Salmonella control should not drop off the radar despite tight margins
Alongside egg market challenges, the importance of Salmonella was the hot topic of conversation at Elanco’s Layer Conference, where producers were told cases of regulated and non-regulated serovars reported from 2018 to 2020 had risen by approximately 50% compared to 2013 to 2017.
Elanco’s Layer Conference, held in conjunction with Rosehill at the West Midlands Shooting Ground, welcomed attendees from across the poultry sector and featured presentations from industry experts about the global egg industry, updates on Salmonella, and a briefing on the latest vaccine research.
While Salmonella was the key focus at the conference, global finance expert Nan-Dirk Mulder, from Rabobank, kicked off proceedings by providing an update on the challenges and opportunities for the global egg market.
“Despite recent challenges, egg production is looking more profitable, with egg prices rising and feed prices falling,” said Mulder.
“Although there are clear differences in the prices paid between contracts, the main difference between the most and least profitable farms is down to how producers manage their flocks.”
Mulder said producers can take control by focusing on strong procurement, feed formulation, energy, and labour efficiency, as well as stringent biosecurity measures – all of which will help to reduce infections, and ensure a healthy, profitable flock.
Shaun Cawthraw, from the Animal Plant and Health Agency (APHA), shared the latest data on UK Salmonella cases.
“The rise in Salmonella cases has mainly been seen in broilers, and it’s potentially linked to the ban on formaldehyde-based products in animal feed production,” he said.
“Although the level of Salmonella is relatively low in layers, there’s the possibility that cases could rise without the correct management, so it’s important producers keep their finger on the pulse.”
Cawthraw said non-regulated serovars remain the most common strains of the disease. “In 2021, non-regulated serovars had a prevalence of 0.73%, compared to 0.23% for regulated serovars.
“Historically, the regulated serovar S. Enteritidis has been the most common cause of infection, but for the first year ever, S. Newport, a non-regulated serovar, was the most common, affecting 18.4% of infected UK flocks in 2021.”
Cawthraw was keen to stress that although some serovars are present in much lower levels than others, producers should still test for them and make plans to control them, as a low level does not always mean a low risk.
He added: “As an example, S. Infantis isn’t currently one of the target serovars in the national control programme, however it’s one of the most common serovars globally and is on the rise in the UK, particularly in broilers.
“It’s one of the most clinically important strains, as it’s a major source of human infection – something the layer industry must be vigilant against.”
In recent research presented by Elanco’s James Bishop, one trial looked at the effectiveness of AviProTM Salmonella Duo, which contains S. Enteritidis and S. Typhimurium strains, to protect against infections of S. Typhimurium, versus a live S. Enteritidis vaccine from another supplier.
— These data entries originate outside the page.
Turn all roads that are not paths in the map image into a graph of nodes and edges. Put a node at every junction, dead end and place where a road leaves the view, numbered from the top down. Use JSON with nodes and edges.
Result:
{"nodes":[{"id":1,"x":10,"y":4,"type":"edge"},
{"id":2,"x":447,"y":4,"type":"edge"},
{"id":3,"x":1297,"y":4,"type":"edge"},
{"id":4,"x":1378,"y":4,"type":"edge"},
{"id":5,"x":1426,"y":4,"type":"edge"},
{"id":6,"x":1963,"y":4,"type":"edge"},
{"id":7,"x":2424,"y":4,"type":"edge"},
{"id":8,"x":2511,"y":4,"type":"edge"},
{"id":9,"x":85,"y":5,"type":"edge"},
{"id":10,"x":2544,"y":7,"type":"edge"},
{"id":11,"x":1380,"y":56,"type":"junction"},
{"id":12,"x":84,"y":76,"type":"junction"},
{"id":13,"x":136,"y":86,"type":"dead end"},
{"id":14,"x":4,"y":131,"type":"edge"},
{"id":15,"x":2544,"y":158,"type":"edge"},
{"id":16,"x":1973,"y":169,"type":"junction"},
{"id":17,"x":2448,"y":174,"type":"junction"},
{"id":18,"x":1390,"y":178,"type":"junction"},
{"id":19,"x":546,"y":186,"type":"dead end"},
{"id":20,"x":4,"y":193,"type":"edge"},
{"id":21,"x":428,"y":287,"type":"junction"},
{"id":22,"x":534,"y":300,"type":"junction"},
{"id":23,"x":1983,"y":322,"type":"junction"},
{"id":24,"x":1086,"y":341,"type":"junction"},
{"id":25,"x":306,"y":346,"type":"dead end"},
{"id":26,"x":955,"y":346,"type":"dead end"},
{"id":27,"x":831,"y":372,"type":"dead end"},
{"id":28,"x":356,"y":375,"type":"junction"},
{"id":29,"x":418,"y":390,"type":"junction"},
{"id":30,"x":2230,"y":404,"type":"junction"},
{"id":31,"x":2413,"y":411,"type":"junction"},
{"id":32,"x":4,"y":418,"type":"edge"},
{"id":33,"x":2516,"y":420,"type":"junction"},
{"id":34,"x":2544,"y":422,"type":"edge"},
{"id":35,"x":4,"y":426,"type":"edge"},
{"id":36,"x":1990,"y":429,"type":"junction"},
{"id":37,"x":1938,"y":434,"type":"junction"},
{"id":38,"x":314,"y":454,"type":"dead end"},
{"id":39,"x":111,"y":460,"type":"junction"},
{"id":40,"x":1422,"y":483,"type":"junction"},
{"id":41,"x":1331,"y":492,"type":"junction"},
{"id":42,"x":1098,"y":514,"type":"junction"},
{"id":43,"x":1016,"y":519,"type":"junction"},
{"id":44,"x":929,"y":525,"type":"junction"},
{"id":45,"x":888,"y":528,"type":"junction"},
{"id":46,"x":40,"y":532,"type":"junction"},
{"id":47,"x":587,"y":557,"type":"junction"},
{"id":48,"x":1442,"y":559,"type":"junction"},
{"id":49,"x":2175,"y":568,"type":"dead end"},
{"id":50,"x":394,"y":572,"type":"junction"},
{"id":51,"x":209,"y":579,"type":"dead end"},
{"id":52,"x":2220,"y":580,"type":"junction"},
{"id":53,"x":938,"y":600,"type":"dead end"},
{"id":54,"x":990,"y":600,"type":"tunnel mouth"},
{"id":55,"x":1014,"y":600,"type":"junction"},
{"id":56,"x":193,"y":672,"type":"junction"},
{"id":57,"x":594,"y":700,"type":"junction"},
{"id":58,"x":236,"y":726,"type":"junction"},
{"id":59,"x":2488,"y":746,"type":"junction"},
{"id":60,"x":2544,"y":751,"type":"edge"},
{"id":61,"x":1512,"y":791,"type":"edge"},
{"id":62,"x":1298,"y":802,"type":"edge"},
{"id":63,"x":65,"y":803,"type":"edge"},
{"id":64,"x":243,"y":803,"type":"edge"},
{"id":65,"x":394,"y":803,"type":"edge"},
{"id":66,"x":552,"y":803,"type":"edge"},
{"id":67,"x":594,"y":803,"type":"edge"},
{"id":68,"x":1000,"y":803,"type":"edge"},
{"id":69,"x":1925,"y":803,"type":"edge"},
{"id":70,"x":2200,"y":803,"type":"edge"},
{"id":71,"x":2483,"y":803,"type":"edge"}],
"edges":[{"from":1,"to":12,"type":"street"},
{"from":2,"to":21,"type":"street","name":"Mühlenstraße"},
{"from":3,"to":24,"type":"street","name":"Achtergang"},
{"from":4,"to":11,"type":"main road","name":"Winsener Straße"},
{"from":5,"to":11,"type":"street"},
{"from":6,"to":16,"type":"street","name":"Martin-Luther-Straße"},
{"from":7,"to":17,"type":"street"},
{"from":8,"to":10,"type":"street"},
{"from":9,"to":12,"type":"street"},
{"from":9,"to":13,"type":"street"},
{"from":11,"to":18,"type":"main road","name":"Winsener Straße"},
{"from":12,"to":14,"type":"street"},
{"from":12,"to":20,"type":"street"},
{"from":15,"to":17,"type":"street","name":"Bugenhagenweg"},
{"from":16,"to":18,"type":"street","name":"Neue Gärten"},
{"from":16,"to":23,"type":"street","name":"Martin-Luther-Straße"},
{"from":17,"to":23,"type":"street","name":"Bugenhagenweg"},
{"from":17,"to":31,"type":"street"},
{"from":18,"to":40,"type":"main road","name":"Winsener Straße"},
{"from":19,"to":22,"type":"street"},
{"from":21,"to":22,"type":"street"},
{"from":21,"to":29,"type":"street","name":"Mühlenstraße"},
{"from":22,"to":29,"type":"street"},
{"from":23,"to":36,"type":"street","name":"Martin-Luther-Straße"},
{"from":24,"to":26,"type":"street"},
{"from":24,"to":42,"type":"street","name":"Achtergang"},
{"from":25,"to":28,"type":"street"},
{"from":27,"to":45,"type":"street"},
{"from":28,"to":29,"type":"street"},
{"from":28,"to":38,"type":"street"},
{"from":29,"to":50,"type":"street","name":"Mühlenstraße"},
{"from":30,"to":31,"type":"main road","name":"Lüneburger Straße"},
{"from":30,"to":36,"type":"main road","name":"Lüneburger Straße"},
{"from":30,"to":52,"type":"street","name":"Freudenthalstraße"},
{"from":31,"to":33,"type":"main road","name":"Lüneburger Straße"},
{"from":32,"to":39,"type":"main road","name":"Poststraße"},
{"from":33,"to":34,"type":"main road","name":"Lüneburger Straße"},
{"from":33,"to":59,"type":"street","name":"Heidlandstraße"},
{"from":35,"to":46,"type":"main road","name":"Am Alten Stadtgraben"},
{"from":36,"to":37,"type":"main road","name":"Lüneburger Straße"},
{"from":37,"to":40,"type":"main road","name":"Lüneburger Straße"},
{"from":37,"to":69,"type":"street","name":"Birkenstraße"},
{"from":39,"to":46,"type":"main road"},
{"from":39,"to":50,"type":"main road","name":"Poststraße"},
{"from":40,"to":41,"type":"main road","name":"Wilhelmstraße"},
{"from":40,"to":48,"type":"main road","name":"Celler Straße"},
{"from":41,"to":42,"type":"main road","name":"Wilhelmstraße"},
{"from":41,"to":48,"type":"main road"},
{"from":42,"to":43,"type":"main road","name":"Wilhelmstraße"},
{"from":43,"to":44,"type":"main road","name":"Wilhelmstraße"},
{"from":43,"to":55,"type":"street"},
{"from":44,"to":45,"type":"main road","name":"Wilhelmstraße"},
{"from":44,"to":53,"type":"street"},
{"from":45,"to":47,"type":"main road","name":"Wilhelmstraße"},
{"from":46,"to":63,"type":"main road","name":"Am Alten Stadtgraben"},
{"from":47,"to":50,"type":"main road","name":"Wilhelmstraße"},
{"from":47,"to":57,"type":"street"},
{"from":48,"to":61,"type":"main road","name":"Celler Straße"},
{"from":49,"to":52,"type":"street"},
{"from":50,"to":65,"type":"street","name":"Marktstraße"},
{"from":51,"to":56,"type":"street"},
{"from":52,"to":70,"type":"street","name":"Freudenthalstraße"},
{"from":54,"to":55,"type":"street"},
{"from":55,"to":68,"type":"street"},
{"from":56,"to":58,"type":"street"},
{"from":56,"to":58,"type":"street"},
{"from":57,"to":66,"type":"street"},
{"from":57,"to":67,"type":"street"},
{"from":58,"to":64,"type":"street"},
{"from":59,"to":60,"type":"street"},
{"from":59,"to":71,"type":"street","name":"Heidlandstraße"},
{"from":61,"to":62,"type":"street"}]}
Bishop said: “Seven days after birds were exposed to a field strain S. Typhimurium challenge, it was found that only four of the 33 birds given a live S. Enteritidis vaccine from another supplier were negative, when taking caecal samples, compared to 23 out of 35 given AviPro Salmonella Duo.
“From the same trial, when looking at the spleen, it was found that 15 out of the 33 birds given the live S. Enteritidis vaccine from another supplier were positive, whereas only three out of the 35 birds given AviPro Salmonella Duo were positive.”
The second trial investigated vaccine stability over time.
Bishop explained: “The trial was run with two broiler flocks and the birds were vaccinated with AviPro Salmonella Vac T at day one over a 12-hour period, due to the water holding capacity of the system being greater than what the birds would drink in a normal 2-3 hour vaccination period.”
Immediately after the lines were primed, drinking water samples were taken to check the viability of the vaccine in the drinker lines.
Two and four days post-vaccination, fresh faecal samples were taken and chicks were culled for cloacal and caecal sampling.
Bishop said: “Two days post-vaccination, caecal results showed that the vaccine strain was recovered from 28 out of 30 birds and 29 out of 30 birds in faecal samples.
“Four days post-vaccination, vaccine strain was recovered from 29 out of 30 birds in caecal and faecal samples; this demonstrates good vaccination ‘take’ and colonisation.”